##### RECORD EXCERPTS

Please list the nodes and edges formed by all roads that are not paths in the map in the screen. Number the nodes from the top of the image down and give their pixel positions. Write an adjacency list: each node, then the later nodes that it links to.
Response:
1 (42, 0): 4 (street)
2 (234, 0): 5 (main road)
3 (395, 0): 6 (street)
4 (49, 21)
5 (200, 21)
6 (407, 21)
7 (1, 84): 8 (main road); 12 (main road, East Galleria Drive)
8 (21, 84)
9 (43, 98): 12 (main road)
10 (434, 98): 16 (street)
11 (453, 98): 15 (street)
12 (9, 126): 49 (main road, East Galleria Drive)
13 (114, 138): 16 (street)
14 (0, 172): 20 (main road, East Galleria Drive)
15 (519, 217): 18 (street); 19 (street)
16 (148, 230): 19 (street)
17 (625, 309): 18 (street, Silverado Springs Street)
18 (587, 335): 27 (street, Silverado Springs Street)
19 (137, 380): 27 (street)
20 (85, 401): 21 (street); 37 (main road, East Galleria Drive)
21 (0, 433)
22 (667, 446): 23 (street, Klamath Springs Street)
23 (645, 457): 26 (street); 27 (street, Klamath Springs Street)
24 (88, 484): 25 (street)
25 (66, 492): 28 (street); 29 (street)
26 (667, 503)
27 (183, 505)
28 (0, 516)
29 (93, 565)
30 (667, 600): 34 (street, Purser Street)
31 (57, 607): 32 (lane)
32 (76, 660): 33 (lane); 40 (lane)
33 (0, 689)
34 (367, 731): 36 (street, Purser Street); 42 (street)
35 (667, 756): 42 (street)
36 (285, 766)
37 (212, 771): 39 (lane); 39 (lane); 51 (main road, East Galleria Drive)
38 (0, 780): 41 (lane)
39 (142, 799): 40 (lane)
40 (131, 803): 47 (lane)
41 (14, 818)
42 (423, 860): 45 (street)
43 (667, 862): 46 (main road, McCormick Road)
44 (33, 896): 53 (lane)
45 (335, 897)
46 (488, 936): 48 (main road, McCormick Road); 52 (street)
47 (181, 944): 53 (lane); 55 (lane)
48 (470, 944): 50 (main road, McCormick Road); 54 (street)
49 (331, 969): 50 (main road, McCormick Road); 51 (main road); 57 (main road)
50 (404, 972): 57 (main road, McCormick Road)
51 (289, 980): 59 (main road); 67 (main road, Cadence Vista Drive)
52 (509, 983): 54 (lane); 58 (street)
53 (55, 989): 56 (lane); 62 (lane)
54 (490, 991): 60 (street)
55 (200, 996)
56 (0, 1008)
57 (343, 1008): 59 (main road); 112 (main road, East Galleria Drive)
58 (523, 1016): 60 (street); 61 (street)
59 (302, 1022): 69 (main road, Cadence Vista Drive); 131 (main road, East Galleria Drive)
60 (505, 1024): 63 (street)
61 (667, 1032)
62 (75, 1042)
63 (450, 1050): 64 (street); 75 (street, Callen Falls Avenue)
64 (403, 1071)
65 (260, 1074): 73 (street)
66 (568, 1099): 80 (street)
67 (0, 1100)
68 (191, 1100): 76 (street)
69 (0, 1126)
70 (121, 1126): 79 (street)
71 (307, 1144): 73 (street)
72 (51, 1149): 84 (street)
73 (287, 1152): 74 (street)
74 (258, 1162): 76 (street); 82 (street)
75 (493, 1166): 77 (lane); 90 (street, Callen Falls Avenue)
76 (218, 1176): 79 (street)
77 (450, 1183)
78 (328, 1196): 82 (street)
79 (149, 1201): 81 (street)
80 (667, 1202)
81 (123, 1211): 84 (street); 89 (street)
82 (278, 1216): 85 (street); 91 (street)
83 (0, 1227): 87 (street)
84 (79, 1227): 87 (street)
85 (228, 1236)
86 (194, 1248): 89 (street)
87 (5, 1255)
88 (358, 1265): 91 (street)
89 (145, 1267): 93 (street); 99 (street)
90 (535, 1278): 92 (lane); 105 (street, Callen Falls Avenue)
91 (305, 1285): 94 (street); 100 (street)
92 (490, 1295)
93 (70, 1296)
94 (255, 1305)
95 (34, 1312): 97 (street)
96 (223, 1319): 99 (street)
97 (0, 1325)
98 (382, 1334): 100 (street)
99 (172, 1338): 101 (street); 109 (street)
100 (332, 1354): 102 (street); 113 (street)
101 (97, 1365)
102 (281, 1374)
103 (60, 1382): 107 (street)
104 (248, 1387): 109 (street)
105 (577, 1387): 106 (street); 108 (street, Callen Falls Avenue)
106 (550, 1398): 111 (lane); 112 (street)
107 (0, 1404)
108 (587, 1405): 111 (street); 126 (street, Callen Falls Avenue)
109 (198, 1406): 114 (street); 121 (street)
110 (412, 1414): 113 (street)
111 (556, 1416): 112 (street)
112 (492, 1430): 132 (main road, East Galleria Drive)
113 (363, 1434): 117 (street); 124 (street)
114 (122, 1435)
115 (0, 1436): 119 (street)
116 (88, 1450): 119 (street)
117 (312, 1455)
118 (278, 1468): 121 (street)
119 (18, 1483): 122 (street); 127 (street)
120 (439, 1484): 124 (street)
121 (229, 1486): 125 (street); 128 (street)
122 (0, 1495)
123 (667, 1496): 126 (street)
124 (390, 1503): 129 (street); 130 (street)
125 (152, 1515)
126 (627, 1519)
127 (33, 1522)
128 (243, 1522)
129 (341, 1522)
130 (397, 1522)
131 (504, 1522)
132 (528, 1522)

##########

**TASK INSTRUCTIONS:** Scan the entries above and copy each line where "Klamath" occurs.

**WRITTEN ANSWER:**
22 (667, 446): 23 (street, Klamath Springs Street)
23 (645, 457): 26 (street); 27 (street, Klamath Springs Street)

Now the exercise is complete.